Steps in porting code to GPUs

  • The three key steps in porting to high performance accelerated code:
    1. Analyze/Identify parallelism
    2. Express data movement and parallelism
    3. Optimize data movement and loop performance
    4. Go back to 1!

image

  • Analyze your code to determine most likely places needing parallelization or optimization.
  • Parallelize your code by starting with the most time consuming parts and check for correctness.
  • Optimize your code to improve observed speed-up from parallelization.
  • One should generally start the process at the top with the analyze step. For complex applications, it's useful to have a profiling tool available to learn where your application is spending its execution time and to focus your efforts there.

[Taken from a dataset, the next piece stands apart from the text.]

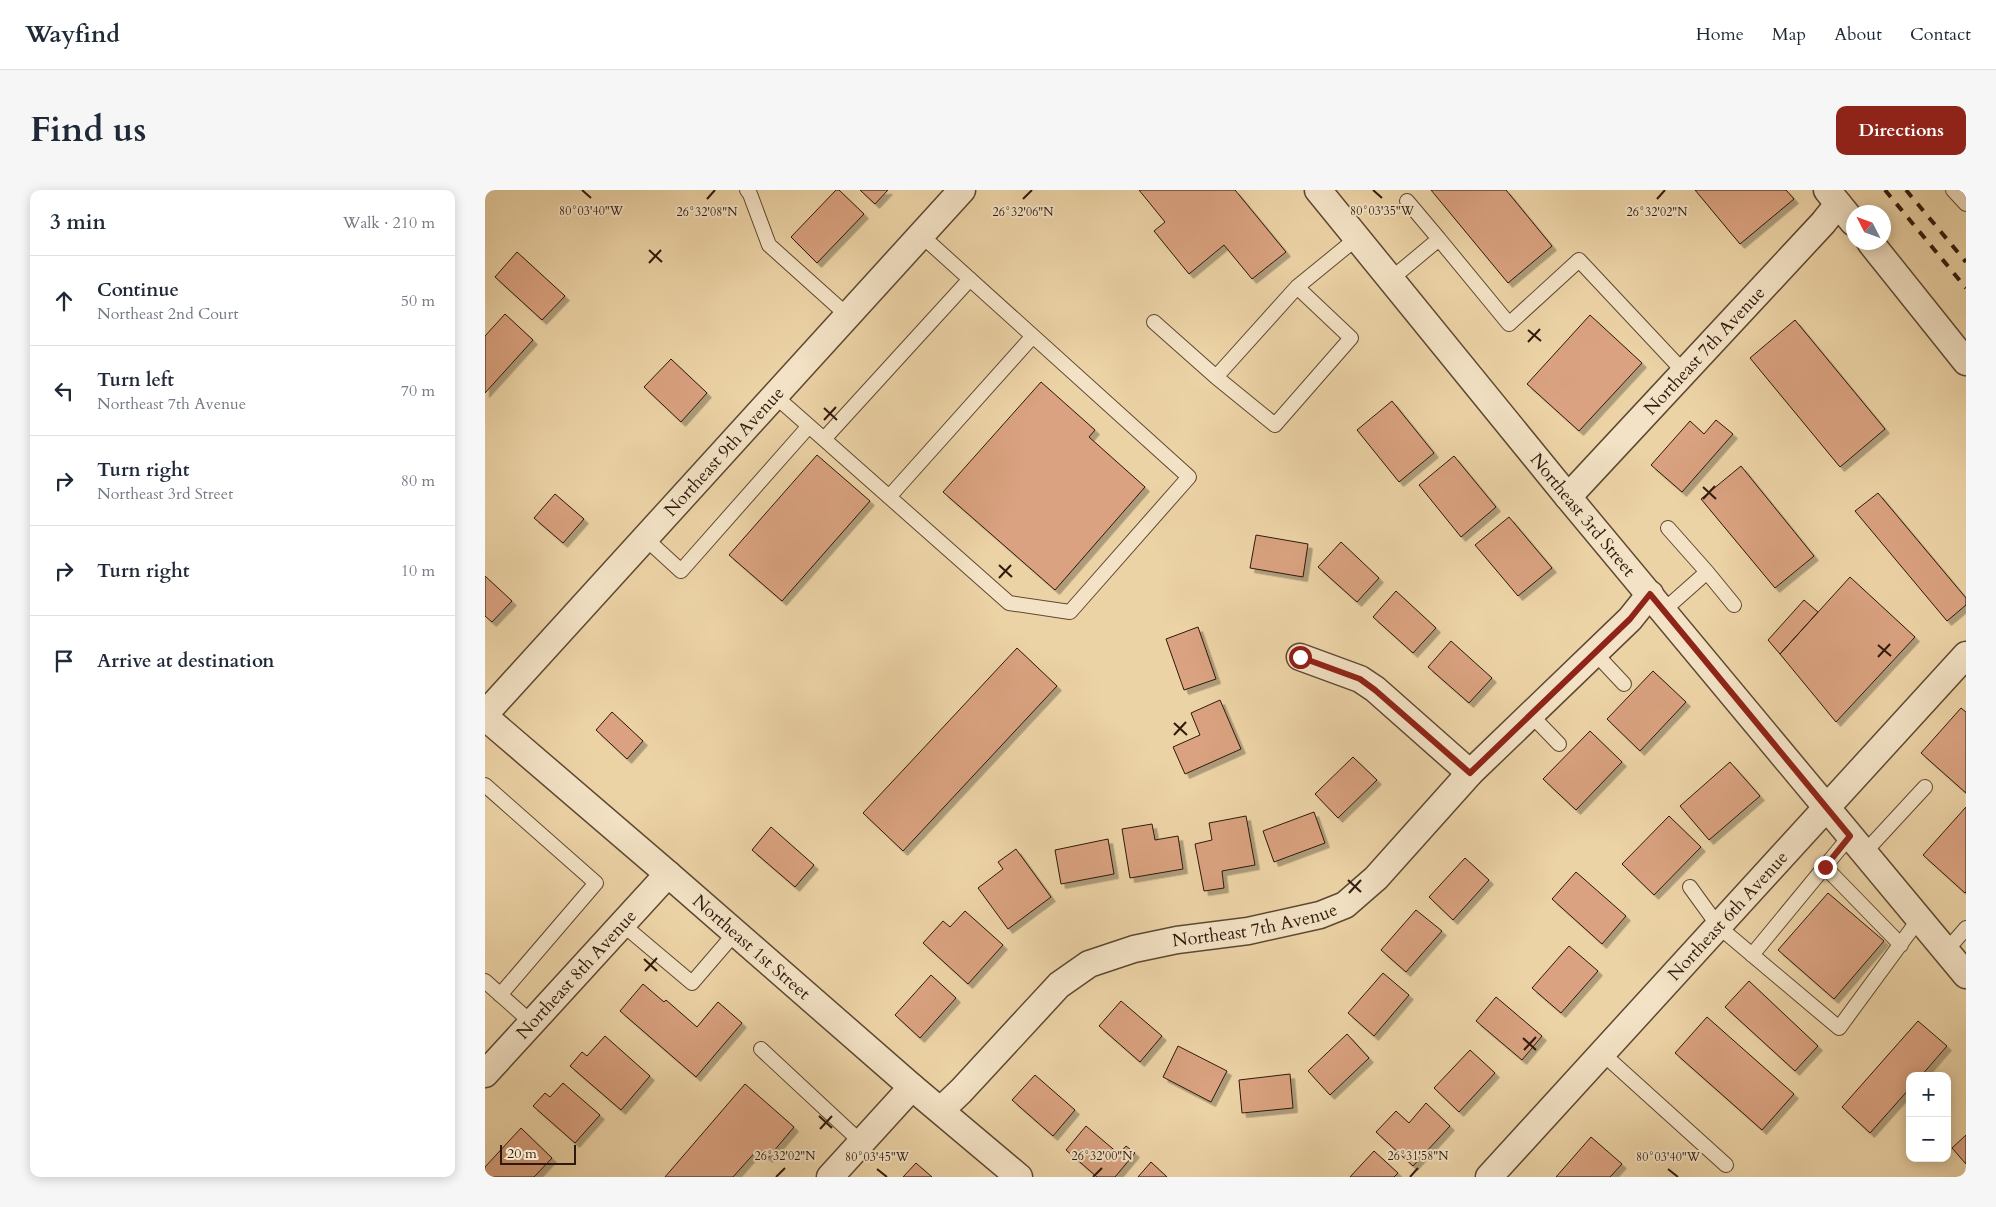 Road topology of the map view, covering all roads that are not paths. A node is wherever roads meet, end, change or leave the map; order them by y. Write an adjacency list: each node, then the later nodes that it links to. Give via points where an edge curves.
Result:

Since our example code is quite a bit simpler than a full application, we'll skip profiling the code and simply analyze the code by reading it

Compiler diagnostics

  • Compiler diagnostics is usually the first thing to check when starting the OpenACC work
    • It can tell you what operations were actually performed
    • Data copies that were made
    • If and how the loops were parallelized
  • The diagnostics is very compiler dependent
    • Compiler flags
    • Level and formatting of information
  • Diagnostics is controlled by compiler flag -Minfo=option
  • Useful options:
    • accel – operations related to the accelerator
    • all – print all compiler output
    • intensity – print loop computational intensity info

Work sharing construct: loop

  • Define a loop to be parallelized
    • C/C++: #pragma acc loop [clauses]
    • Fortran: !$acc loop [clauses]
    • Must be followed by a C/C++ or Fortran loop construct.
    • Combined constructs with parallel and kernels
      • #pragma acc kernels loop / !$acc kernels loop
      • #pragma acc parallel loop / !$acc parallel loop
  • Similar in functionality to OpenMP for/do construct
  • Loop index variables are private variables by default

Example: Adding two vectors

Adding two vectors

CPU

./examples/sum.c

OpenACC parallel

./examples/sum_parallel.c

OpenACC kernels

./examples/sum_kernels.c

-Minfo

$ pgcc -g -O3 -acc -Minfo=acc sum_parallel.c -o sum

main:
   21, Generating copy(vecA[:],vecB[:],vecC[:]) [if not already present]
   23, Generating Tesla code
       25, #pragma acc loop gang, vector(128) /* blockIdx.x threadIdx.x */

$ pgcc -g -O3 -acc -Minfo=accel sum_kernels.c -o sum

main:
   21, Generating copy(vecA[:],vecB[:],vecC[:]) [if not already present]
   23, Loop is parallelizable
       Generating Tesla code
       23, #pragma acc loop gang, vector(128) /* blockIdx.x threadIdx.x */

Example: PGI_ACC_TIME=1

$ cat slurm-13186502.out  #output of sum_parallel.c

Accelerator Kernel Timing data
main  NVIDIA  devicenum=0
  time(us): 451
  21: data region reached 2 times
      21: data copyin transfers: 3
           device time(us): total=245 max=100 min=71 avg=81
      29: data copyout transfers: 3
           device time(us): total=206 max=72 min=67 avg=68
  23: compute region reached 1 time
      23: kernel launched 1 time
          grid: [800]  block: [128]
          elapsed time(us): total=41 max=41 min=41 avg=41
 Reduction sum: 1.2020569031119108

$ cat slurm-13186514.out

Accelerator Kernel Timing data
main NVIDIA devicenum=0

time(us): 453 21: data region reached 2 times 21: data copyin transfers: 3 device time(us): total=247 max=100 min=72 avg=82 26: data copyout transfers: 3 device time(us): total=206 max=73 min=66 avg=68 23: compute region reached 1 time 23: kernel launched 1 time grid: [800] block: [128] elapsed time(us): total=40 max=40 min=40 avg=40

Reduction sum: 1.2020569031119108

NVIDIA nvprof

  • NVIDIA nvprof provides a simple interface to collect on a target without using the GUI. (new NSight system)
    • GPU profiling capabilities: High-level usage statistics, Timeline collection, Analysis metrics
    • basic CPU sampling

The Himeno stencil benchmark

Solving Poisson’s equation for incompressible fluid by the Jacobi iteration method.

image

(https://blogs.fau.de/hager/archives/7850)

himeno code

c

./examples/himeno_C.c

fortran

../examples/himeno_f77.f

$ srun -n 1 nvprof --cpu-profiling on --cpu-profiling-mode top-down ./himeno.x
======== CPU profiling result (top down):
Time(%)      Time  Name
85.74%    18.16s  jacobi
 7.46%     1.58s  initmt
 0.94%     200ms  | ???
 6.75%     1.43s  __c_mcopy4_sky
 0.05%      10ms  __c_mcopy4

Summary

  • Profiling is essential for optimization
  • NVPROF and NVVP for NVIDIA platform